Godard: Não o leu inteiro hoje de manhã? 

Akerman: Li inteiro, sim, mas, de todo modo, não leio tudo, pulo algumas passagens. 

Godard: Pode me dar um exemplo de nota para tentar vê-la sob a forma de imagens justamente? 

Akerman: Justamente, não era uma imagem. 

Godard: Não, mas eram palavras. Quais palavras eram? 

Akerman: Palavras. Palavras que diziam que, finalmente, Freud havia sido dividido entre a ideia de ultrapassar suas origens e de recalcá-las e a ideia de que ele queria viver algo de sublime. E, ao mesmo tempo, que ele não queria, apesar disso, se livrar completamente do que ele era, do que seu pai era, ou seja, um judeu que não podia alcançar certas coisas por causa desse tipo de defeito — ele emprega palavras assim — que eram suas origens. E, como tenho um projeto de filme que quero filmar antes de um outro filme que sonho em fazer há muito tempo, e é um filme sobre a diáspora… 

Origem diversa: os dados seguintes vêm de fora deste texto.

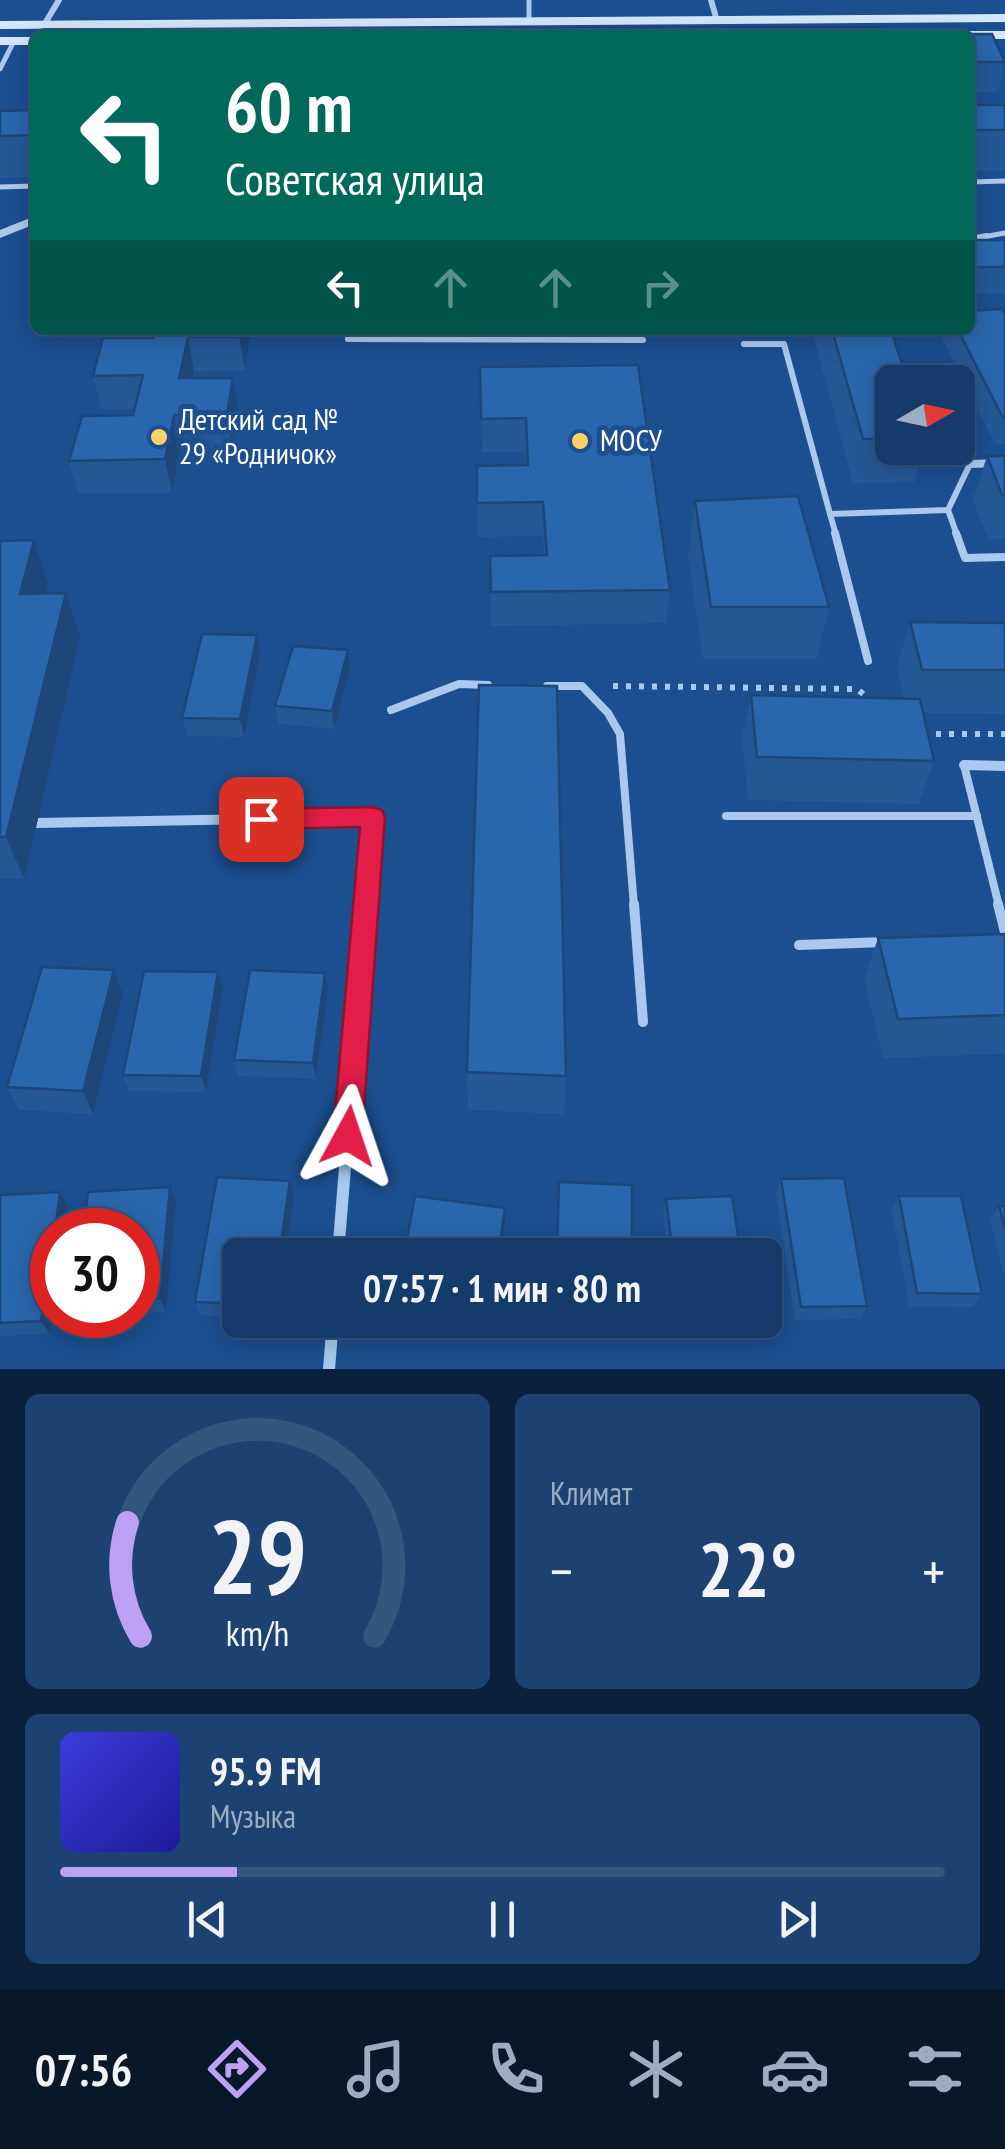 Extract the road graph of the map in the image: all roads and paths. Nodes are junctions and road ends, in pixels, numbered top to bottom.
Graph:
1 (58, 0) edge
2 (530, 0) edge
3 (711, 0) edge
4 (1005, 18) edge
5 (717, 20) junction
6 (529, 22) junction
7 (0, 25) edge
8 (44, 25) junction
9 (975, 34) edge
10 (1005, 34) edge
11 (7, 41) edge
12 (0, 69) edge
13 (975, 182) edge
14 (1005, 182) edge
15 (0, 186) edge
16 (30, 186) edge
17 (30, 222) edge
18 (1005, 233) edge
19 (0, 234) edge
20 (975, 239) edge
21 (348, 335) edge
22 (643, 340) dead end
23 (744, 344) dead end
24 (1005, 463) edge
25 (975, 464) edge
26 (970, 465) edge
27 (948, 510) junction
28 (830, 514) junction
29 (1005, 557) edge
30 (868, 661) dead end
31 (494, 685) edge
32 (529, 685) edge
33 (582, 686) junction
34 (392, 710) dead end
35 (885, 711) edge
36 (914, 734) edge
37 (1005, 734) edge
38 (964, 765) joint
39 (1005, 766) edge
40 (726, 816) dead end
41 (977, 816) junction
42 (37, 823) dead end
43 (1005, 935) edge
44 (986, 938) edge
45 (893, 942) edge
46 (799, 945) dead end
47 (643, 1022) dead end
48 (339, 1238) edge
49 (332, 1338) edge
50 (329, 1369) edge

1 - 8 street
2 - 6 lane
3 - 5 street
4 - 5 main road
5 - 6 main road
6 - 8 main road
7 - 8 main road
9 - 10 main road
11 - 12 lane
13 - 14 lane
15 - 16 lane
17 - 19 street
18 - 20 lane
21 - 22 lane
23 - 28 lane
24 - 25 street
26 - 27 lane
27 - 28 lane
27 - 29 lane
28 - 30 lane
31 - 34 lane
32 - 33 lane
33 - 35 path
33 - 47 lane
36 - 37 path
38 - 39 street
38 - 41 lane
40 - 41 lane
41 - 43 lane
42 - 48 street
43 - 44 lane
45 - 46 lane
49 - 50 street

Godard: Então, você tem dois projetos? 

Akerman: Sim, mas outro projeto que só farei quando estiver realmente pronta. Quero fazer um filme baseado em dois livros de Singer: Le Manoir [O Solar] e Le Domaine [The Estate]. Há, nesse livro, um médico de doenças nervosas que tem todo um itinerário e é por isso que tive vontade de ler o que havia acontecido com Freud em relação ao judaísmo. Além disso, isso me tranquiliza, saber certas coisas, e então… Então, realmente não utilizo mais isso: eu nunca mais releio as notas. Escrever uma nota me tranquiliza, ainda que eu não as releia. De todo modo, uma vez que as escrevi, tenho-as na cabeça. 

Godard: Sim, mas isso tranquiliza em relação ao quê? 

Akerman: Que fiz uma coisa hoje de manhã antes de começar de fato a escrever o roteiro. 

Godard: Mas, se amarrassem suas mãos e você não pudesse mais escrever, um projeto de filme a aborreceria? 

Akerman: Não, há projetos de filmes que fiz sem escrever, como News from Home, Hôtel Monterey e um outro filme chamado La Chambre [O quarto]. Mas, neste caso, preciso escrever.




Godard: Então, qual distinção você faz? Não se sentia mais inquieta? 

Akerman: Não, porque News from Home, por exemplo, era um filme mais conceitual, que partia de uma ideia, de um choque, de uma imagem que eu tinha de Nova Iorque e dos sons que eram as cartas de minha mãe. Além disso, eu conhecia muito bem Nova Iorque e sentia que podia reencontrá-la, enfim, que isso funcionaria: eu não estava inquieta. Mas, agora, gostaria de fazer um filme romanesco. 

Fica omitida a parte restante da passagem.